Preocupado com a “plena, muito rápida decadência” da cultura popular, ameaçada por um avanço da modernização e da “civilização”, o pesquisador entendia que o registro das atividades era fundamental para preservação e fomento dessas expressões culturais. Segundo Mário: “A civilização criou um preconceito de cidade moderna e progressista, de boa educação civil. E como em Paris, Nova York e São Paulo não há danças dramáticas, Recife, João Pessoa e Natal perseguem os Maracatus, Cabocolinhos e Bois, na esperança de se dizerem policiadas, bem-educadinhas e atuais. Cocos viram besteira, Candomblé é crime, Pastoril ou Boi dá em briga. Da maneira como as coisas vão indo, a sentença é de morte”.
John Graz, Guache, Sem título, 1972.
Motivado pelas viagens que realizou por essas localidades ao longo da década de 1920, somado à preocupação com o desaparecimento desses traços culturais, o chefe do Departamento de Cultura da cidade de São Paulo resolveu criar essa missão de investigação e registro. Os equipamentos utilizados foram câmeras fotográficas, filmadoras, gravadores e cadernos. Esses registros em áudio, vídeo e texto revelam um patrimônio imaterial rico e diverso, que em certa medida sintetiza a pluralidade do amálgama brasileiro e que se materializou em milhares de documentos.
John Graz, Guache, Sem título, 1927.
Nas primeiras décadas do século XX, John Graz chegava ao Brasil. O artista plástico suíço estava se fixando no país nesse período e foi incorporado ao círculo dos modernistas por sua primeira esposa e por seu cunhado (Regina Gomide Graz e Antonio Gomide). Estimulado pela curiosidade e por um olhar estrangeiro, também percorreu diversas cidades do Nordeste e do Norte, registrando em fotografias cenas do cotidiano. Regina Gomide Graz pesquisava desenhos e padrões indígenas que eram utilizados em seus trabalhos de tapeçaria. Na obra de John, essas imagens e vivências foram tomadas como referência para a composição de diversos trabalhos em guache e óleo sobre tela, apresentando cenas com pessoas comuns realizando tarefas cotidianas, trabalhando e participando de cerimônias e festividades.
Foto de Mário de Andrade na viagem que fez para a Amazônia em 1927.
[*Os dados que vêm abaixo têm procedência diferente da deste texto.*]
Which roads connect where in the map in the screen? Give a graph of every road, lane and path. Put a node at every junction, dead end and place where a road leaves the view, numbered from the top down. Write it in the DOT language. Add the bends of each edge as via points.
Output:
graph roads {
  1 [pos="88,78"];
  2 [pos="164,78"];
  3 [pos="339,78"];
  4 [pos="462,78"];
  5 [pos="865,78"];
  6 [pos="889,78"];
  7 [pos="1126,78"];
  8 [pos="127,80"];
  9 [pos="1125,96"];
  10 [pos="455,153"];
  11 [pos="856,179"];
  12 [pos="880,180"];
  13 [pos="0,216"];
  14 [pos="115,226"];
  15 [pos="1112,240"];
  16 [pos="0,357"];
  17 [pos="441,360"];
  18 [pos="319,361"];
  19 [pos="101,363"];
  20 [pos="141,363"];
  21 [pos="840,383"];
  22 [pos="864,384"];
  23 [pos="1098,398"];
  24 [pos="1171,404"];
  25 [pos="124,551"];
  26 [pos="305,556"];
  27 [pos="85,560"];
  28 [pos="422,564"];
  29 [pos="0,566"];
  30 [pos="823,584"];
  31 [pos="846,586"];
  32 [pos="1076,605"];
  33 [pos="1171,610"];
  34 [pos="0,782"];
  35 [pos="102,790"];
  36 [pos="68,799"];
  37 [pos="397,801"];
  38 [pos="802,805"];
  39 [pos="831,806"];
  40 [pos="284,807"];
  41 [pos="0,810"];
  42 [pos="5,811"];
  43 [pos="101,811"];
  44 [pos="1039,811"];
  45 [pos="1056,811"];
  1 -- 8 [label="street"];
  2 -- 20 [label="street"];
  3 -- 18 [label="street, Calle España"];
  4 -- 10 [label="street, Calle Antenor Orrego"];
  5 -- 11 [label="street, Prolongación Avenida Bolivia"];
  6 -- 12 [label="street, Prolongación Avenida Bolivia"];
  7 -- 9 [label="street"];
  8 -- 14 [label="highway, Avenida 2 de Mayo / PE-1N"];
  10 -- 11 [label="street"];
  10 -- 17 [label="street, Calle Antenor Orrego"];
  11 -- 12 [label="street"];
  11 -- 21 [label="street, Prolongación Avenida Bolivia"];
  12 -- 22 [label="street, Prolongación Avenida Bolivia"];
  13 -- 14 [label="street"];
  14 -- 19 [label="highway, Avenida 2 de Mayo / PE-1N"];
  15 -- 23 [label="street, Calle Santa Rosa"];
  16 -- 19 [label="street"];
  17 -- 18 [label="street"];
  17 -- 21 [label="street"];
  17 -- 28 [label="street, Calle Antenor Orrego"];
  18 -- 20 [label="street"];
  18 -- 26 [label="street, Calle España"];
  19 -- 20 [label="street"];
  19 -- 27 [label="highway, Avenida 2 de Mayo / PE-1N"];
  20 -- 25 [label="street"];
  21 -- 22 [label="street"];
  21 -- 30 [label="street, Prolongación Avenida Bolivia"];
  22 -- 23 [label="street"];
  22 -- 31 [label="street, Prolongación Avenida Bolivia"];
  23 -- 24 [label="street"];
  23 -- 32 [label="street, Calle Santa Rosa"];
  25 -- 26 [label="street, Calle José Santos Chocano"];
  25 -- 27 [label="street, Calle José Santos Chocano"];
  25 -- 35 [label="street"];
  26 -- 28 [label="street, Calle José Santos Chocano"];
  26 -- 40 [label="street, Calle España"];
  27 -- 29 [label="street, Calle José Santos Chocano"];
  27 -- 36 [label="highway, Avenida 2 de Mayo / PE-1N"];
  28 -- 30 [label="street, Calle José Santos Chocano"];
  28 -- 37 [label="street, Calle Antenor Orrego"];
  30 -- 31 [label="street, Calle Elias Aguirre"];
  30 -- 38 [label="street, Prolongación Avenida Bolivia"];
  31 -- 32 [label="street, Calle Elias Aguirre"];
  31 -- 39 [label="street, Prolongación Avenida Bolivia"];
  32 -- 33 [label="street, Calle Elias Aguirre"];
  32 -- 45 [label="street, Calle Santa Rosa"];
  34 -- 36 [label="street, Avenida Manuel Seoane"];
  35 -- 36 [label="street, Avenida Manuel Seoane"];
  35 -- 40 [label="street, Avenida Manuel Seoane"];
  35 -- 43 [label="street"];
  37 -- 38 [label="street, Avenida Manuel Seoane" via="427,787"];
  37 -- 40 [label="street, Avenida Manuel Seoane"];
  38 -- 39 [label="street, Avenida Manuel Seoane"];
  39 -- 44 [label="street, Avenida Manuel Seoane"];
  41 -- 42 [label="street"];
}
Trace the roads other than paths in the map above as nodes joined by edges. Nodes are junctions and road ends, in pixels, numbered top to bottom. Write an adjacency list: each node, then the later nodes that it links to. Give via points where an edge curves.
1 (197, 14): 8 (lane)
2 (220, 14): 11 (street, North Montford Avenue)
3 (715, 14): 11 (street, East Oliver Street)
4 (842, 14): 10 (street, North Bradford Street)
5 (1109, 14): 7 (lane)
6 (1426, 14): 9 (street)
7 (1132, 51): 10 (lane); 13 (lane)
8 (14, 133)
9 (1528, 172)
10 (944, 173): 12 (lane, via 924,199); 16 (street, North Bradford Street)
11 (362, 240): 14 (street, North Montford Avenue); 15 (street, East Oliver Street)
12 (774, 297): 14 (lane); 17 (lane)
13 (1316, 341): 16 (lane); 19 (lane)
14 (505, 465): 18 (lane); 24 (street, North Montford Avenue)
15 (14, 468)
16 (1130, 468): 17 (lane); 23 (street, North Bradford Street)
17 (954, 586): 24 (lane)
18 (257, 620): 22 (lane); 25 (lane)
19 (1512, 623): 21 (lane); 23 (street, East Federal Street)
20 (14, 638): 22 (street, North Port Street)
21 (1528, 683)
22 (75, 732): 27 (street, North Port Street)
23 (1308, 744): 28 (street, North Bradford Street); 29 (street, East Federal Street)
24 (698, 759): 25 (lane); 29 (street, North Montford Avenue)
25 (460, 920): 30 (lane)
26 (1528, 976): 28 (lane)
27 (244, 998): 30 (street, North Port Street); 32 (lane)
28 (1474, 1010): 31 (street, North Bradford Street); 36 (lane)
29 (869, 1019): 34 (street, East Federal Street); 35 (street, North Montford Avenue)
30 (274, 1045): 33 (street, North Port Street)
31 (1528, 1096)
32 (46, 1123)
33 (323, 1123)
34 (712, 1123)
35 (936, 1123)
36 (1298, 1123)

Para além de uma possível preocupação com a preservação de tais expressões culturais, a discussão aqui apresentada visa mais explorar o encantamento de John Graz com a estética e beleza da vida cotidiana brasileira em sua multiplicidade de cores e matizes, presente nas rodas de capoeira, nas cerimônias nos terreiros, no comércio de animais exóticos, na venda frutas, no trabalho dos pescadores, nas expedições indígenas de caça, etc. Na década de 1960, quando John Graz retoma com intensidade a produção no campo das artes plásticas, algumas viagens que realizou são fonte de inspiração para sua produção, como a visita a Salvador, a travessia de barco Belém – Manaus, além da visita às cidades do entorno.
John Graz, Desenho, Sem título, 1977.
Por ser um cidadão europeu que chegou em um Brasil ainda pouco habitado e desenvolvido, Graz deve ter sentido grandes diferenças de perspectivas e possibilidades de vida nesse território. Um país de dimensões continentais, recém alçado à República, com inúmeros territórios a serem desbravados, repleto de imigrantes de vários pontos do mundo, misturados com negros filhos de escravos, índios, etc. Fato é que esse amálgama efervesceu sua produção artística, encheu de cores seus trabalhos e o fez se apaixonar por esse país. Na maioria dos seus trabalhos as pessoas retratadas são negras ou com tons de pele escura, geralmente com roupas simples e coloridas, envoltas pela vegetação local e por animais. Seu olhar do Brasil é fonte de estudos e revela uma série de sentimentos que afloram naqueles que escolhem viver nesse país.
John Graz, Guache, Sem título, 1969.